Há poucos sítios que despertem tanta indiferença a uma sociedade como as prisões: poucos querem saber como se trata quem lá está, tornando-se facilmente um território de ninguém. Quem é encarcerado tal altas probabilidades de ser dupla e triplamente punido, de cumprir uma pena para a vida, mesmo quando já está fora das grades.
Na prisão - estudaram-no vários autores, como Michel Foucault - o regime de retaliação enclausura também os nossos medos, os nossos grandes fantasmas, as nossas inseguranças enquanto sociedade. Quanto mais tempo aqueles que elegemos como inimigos lá ficarem, melhor.

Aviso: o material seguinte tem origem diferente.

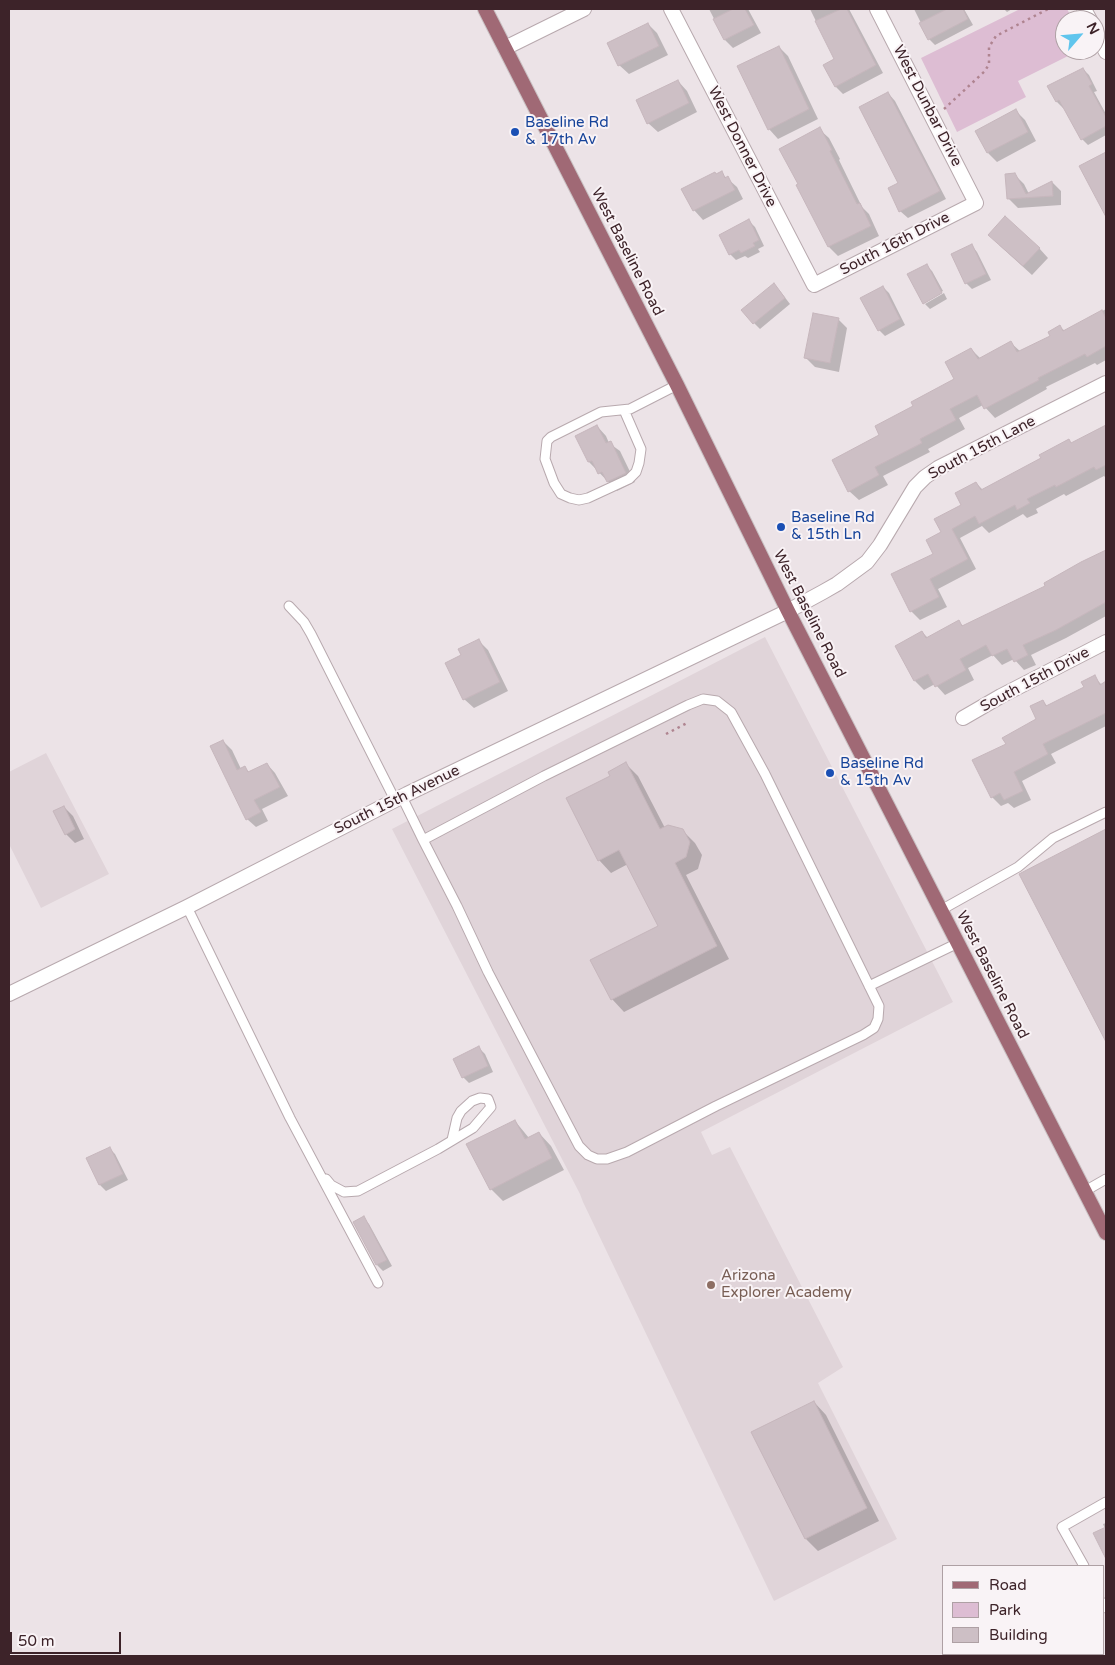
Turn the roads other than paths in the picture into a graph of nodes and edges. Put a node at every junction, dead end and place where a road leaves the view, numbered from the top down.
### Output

Não espanta, por isso, que quem visite os estabelecimentos prisionais em Portugal, em particular os que estão em zonas onde há um maior número de afrodescendentes, veja sobretudo população negra, em enorme desproporção quanto à sua representatividade social. Ainda recentemente (Fevereiro de 2018), o Comité Anti-Tortura do Conselho da Europa afirmou que Portugal está no topo dos países da Europa Ocidental com maior número de casos de violência policial, e que o risco de abusos é maior para afrodescendentes portugueses e estrangeiros - ou seja, aquele organismo reconhece que há discriminação racial por parte das forças de segurança.
Quando comecei a fazer este trabalho sobre o racismo em Portugal pensei de imediato no sistema de Justiça, abrangendo desde a polícia aos tribunais, justamente porque imaginava que o resultado da investigação iria tornar a gerida mais visível. Só não achei que fosse tão profunda.